#### Requirement:
Write the number of lines in the material below that contain "iela", with no other words.

'''

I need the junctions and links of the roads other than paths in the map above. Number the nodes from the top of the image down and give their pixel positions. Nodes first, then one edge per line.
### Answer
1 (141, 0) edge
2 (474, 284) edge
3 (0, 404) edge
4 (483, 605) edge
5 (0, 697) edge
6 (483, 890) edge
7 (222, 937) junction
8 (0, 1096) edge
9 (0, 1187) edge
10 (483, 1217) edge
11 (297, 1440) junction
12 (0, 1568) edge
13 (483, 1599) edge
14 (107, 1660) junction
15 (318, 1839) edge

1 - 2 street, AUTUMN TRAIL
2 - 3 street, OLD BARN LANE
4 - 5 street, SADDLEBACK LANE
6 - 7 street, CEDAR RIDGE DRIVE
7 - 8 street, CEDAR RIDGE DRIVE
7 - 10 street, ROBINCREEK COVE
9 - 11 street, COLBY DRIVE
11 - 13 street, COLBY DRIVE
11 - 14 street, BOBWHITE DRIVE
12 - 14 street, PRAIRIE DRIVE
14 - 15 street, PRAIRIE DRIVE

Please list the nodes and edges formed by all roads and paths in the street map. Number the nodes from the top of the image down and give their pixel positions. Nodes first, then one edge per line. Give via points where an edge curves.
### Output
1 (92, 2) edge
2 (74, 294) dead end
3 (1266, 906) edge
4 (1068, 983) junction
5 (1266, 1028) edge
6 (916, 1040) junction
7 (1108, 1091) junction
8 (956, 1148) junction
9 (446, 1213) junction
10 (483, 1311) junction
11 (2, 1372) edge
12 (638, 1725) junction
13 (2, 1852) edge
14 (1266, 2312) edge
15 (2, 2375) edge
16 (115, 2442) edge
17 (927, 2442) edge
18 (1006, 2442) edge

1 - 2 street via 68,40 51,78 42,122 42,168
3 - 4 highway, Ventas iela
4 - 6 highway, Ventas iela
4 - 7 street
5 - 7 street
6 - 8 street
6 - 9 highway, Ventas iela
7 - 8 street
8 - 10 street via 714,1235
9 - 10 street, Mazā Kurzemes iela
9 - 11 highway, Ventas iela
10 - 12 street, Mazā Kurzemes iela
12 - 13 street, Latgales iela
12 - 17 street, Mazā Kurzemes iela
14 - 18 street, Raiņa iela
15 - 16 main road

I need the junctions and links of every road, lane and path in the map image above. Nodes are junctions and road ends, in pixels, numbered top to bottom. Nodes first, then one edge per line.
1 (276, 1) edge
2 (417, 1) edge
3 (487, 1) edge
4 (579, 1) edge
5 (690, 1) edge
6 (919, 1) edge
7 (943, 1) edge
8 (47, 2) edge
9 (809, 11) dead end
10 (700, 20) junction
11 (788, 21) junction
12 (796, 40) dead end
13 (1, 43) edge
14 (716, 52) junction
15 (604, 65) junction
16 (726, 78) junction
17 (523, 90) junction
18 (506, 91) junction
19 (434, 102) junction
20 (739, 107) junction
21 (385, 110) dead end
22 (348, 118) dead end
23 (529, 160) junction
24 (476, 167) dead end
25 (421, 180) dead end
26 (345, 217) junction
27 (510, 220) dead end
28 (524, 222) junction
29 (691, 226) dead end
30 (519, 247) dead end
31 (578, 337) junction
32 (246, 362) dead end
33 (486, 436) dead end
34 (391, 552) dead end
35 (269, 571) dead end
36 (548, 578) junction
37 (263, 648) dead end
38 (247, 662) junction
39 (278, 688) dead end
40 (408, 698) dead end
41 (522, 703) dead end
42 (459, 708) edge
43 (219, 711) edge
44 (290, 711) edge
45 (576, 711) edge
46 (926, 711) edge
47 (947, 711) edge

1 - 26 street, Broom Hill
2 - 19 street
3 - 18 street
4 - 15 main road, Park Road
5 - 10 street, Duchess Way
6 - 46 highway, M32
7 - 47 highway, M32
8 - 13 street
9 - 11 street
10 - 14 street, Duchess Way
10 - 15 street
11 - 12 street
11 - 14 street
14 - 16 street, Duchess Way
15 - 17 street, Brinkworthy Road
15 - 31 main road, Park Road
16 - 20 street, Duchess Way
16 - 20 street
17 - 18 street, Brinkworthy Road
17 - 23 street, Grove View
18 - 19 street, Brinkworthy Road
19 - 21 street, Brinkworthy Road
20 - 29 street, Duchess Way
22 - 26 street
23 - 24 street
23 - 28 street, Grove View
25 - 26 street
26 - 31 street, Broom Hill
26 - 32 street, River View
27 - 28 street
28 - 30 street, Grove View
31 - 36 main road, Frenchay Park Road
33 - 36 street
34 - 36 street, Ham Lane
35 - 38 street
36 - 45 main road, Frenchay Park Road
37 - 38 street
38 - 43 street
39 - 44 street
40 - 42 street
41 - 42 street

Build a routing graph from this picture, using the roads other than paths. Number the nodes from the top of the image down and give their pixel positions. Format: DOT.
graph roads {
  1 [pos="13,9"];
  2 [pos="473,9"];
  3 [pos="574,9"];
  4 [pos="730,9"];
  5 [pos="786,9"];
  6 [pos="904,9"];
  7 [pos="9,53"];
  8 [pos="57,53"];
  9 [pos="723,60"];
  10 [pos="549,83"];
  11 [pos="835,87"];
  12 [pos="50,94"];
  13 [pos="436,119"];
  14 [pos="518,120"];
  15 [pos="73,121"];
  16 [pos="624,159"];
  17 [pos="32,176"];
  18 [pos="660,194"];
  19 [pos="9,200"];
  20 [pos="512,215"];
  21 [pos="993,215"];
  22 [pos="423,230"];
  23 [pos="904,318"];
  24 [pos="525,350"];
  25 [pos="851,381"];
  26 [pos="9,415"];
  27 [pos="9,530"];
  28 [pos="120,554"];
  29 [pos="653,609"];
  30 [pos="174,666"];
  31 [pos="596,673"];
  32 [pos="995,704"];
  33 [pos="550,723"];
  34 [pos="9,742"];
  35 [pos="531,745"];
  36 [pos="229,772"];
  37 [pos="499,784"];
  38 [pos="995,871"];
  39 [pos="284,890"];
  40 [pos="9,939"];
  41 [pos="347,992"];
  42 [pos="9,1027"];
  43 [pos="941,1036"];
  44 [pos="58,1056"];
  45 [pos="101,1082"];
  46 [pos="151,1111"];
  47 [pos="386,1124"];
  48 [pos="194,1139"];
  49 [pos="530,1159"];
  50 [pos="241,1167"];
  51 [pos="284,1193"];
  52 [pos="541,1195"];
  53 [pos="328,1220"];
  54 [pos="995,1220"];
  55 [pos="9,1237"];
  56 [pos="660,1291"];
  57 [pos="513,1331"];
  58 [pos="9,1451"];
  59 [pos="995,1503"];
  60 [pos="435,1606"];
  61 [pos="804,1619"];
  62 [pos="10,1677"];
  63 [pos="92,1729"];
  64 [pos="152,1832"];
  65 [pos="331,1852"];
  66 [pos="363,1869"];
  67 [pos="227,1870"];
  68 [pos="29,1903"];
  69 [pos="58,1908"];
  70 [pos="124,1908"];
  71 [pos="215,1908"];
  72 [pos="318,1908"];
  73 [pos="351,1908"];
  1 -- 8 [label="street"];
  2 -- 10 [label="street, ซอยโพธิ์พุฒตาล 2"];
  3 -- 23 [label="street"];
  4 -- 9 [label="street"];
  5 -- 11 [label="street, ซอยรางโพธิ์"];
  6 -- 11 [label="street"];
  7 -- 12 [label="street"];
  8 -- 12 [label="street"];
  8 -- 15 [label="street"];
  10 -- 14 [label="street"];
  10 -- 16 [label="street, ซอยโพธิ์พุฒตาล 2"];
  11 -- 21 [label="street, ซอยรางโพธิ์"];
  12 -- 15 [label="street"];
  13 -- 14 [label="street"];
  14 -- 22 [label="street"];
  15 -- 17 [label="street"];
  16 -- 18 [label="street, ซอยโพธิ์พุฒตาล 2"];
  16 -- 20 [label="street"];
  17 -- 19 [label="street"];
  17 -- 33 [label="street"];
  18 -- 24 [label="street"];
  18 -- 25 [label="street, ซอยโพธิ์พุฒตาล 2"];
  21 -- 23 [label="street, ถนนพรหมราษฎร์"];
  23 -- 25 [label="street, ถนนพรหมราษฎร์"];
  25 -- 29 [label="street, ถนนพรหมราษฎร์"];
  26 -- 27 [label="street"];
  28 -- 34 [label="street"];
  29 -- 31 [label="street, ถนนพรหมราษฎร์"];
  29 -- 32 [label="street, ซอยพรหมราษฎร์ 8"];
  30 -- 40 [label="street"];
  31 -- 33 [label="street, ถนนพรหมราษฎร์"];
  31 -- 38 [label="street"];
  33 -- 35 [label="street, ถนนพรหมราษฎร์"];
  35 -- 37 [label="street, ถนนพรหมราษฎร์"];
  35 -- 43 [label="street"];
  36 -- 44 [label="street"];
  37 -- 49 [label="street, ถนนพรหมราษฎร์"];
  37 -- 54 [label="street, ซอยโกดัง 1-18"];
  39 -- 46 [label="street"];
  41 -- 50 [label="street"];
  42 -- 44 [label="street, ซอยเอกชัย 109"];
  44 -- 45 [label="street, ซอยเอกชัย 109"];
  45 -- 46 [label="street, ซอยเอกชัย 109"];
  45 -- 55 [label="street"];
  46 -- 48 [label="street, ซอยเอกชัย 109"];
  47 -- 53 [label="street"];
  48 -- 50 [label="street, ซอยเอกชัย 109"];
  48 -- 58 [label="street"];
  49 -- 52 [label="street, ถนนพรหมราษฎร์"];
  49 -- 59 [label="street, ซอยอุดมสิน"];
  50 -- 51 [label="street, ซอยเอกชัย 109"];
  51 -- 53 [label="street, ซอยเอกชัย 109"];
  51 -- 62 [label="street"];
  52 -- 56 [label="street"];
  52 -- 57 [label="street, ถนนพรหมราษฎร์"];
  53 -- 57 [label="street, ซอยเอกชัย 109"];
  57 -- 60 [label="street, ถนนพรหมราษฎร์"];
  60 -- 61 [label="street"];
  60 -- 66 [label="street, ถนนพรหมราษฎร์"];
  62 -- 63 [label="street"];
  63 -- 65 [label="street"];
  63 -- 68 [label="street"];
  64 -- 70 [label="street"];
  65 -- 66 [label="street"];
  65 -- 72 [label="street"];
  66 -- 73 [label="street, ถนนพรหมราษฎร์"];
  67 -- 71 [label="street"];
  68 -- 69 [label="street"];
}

'''

#### The answer:
9